BEGIN Information shown

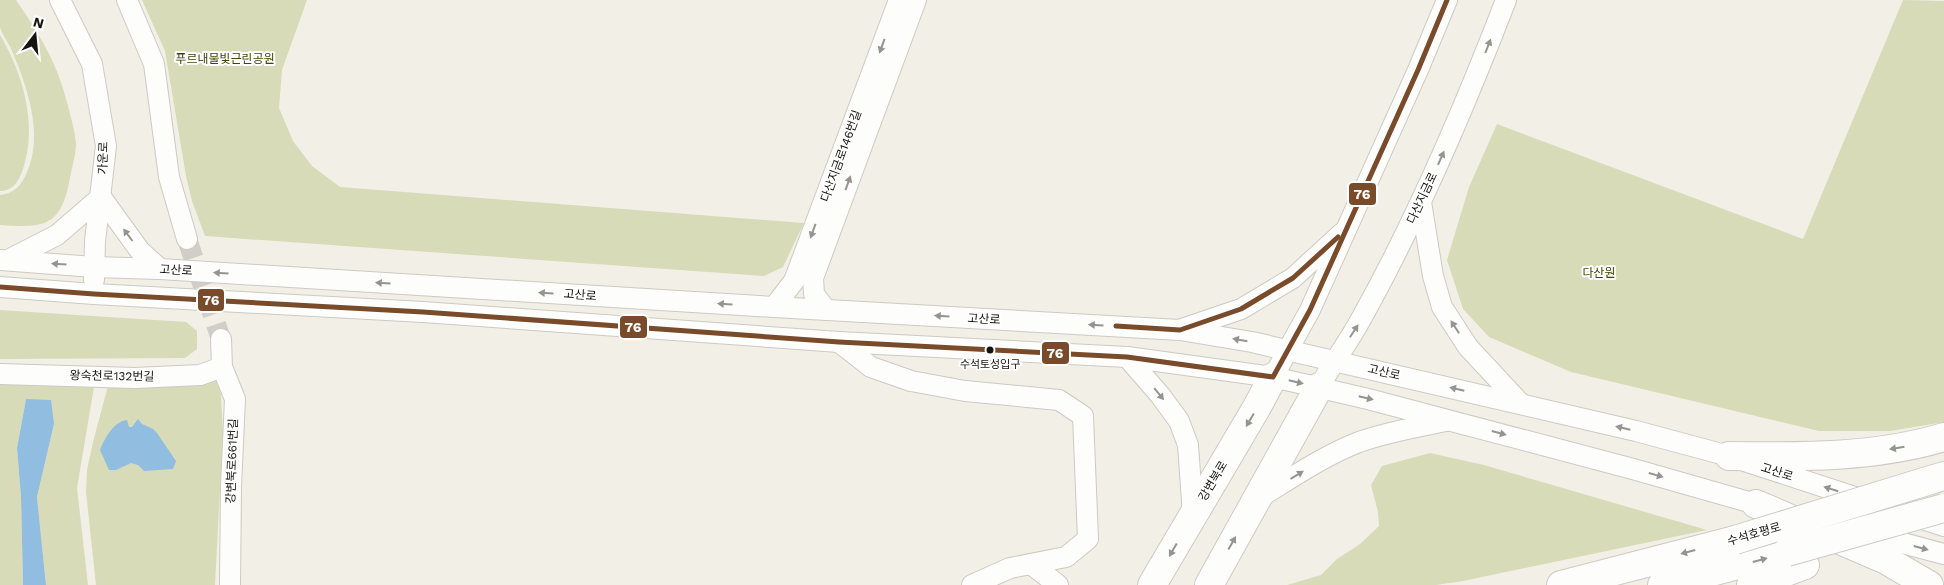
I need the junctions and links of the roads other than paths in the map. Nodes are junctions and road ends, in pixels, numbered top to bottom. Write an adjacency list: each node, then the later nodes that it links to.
1 (60, 0): 7 (street, 가운로)
2 (127, 0): 10 (street)
3 (899, 0): 16 (street, 다산지금로146번길, one-way to 16)
4 (916, 0): 17 (street, 다산지금로146번길, one-way to 4)
5 (1447, 0): 9 (street)
6 (1506, 0): 8 (street, 다산지금로, one-way to 6)
7 (101, 197): 11 (street); 12 (street, 가운로); 13 (street, one-way to 7)
8 (1421, 202): 23 (street, 다산지금로, one-way to 8); 28 (street, one-way to 8)
9 (1347, 228): 18 (street); 21 (street)
10 (187, 239)
11 (4, 260): 12 (street, 고산로, one-way to 11)
12 (94, 267): 13 (street, 고산로); 15 (street, 가운로)
13 (160, 269): 16 (street, 고산로, one-way to 13)
14 (0, 287): 15 (street)
15 (94, 294): 20 (street)
16 (774, 307): 17 (street, 고산로)
17 (826, 310): 18 (street, 고산로, one-way to 17)
18 (1180, 330): 21 (street, 고산로, one-way to 18)
19 (221, 339): 24 (street, 강변북로661번길)
20 (839, 342): 22 (street); 40 (street)
21 (1288, 351): 23 (street, 고산로); 26 (street)
22 (1127, 357): 26 (street); 36 (street, one-way to 36)
23 (1334, 361): 27 (street, 다산지금로); 28 (street, 고산로, one-way to 23)
24 (222, 367): 25 (street, 왕숙천로132번길); 41 (street, 강변북로661번길)
25 (0, 374)
26 (1273, 377): 27 (street, one-way to 27); 36 (highway, 강변북로, one-way to 36)
27 (1319, 387): 29 (street, one-way to 29); 33 (highway)
28 (1521, 404): 31 (street, 고산로, one-way to 28)
29 (1452, 420): 33 (street, one-way to 29); 34 (street, one-way to 34)
30 (1944, 437): 31 (highway, one-way to 31)
31 (1729, 456): 37 (street, 고산로, one-way to 31)
32 (1934, 479): 46 (highway, 수석호평로, one-way to 46, bridge)
33 (1256, 500): 45 (highway, one-way to 33)
34 (1756, 504): 38 (street, one-way to 38); 49 (highway)
35 (1944, 508): 39 (highway, 수석호평로, bridge)
36 (1193, 515): 44 (highway, 강변북로, one-way to 44)
37 (1944, 526)
38 (1944, 554)
39 (1796, 559): 47 (highway, 수석호평로, one-way to 39); 48 (highway)
40 (1031, 564): 42 (street); 43 (street)
41 (230, 585)
42 (972, 585)
43 (1058, 585)
44 (1152, 585)
45 (1209, 585)
46 (1561, 585)
47 (1662, 585)
48 (1751, 585)
49 (1929, 585)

END Information shown

Would you copy all lines in the records where the string "bridge" appears?

Response to the exercise —
32 (1934, 479): 46 (highway, 수석호평로, one-way to 46, bridge)
35 (1944, 508): 39 (highway, 수석호평로, bridge)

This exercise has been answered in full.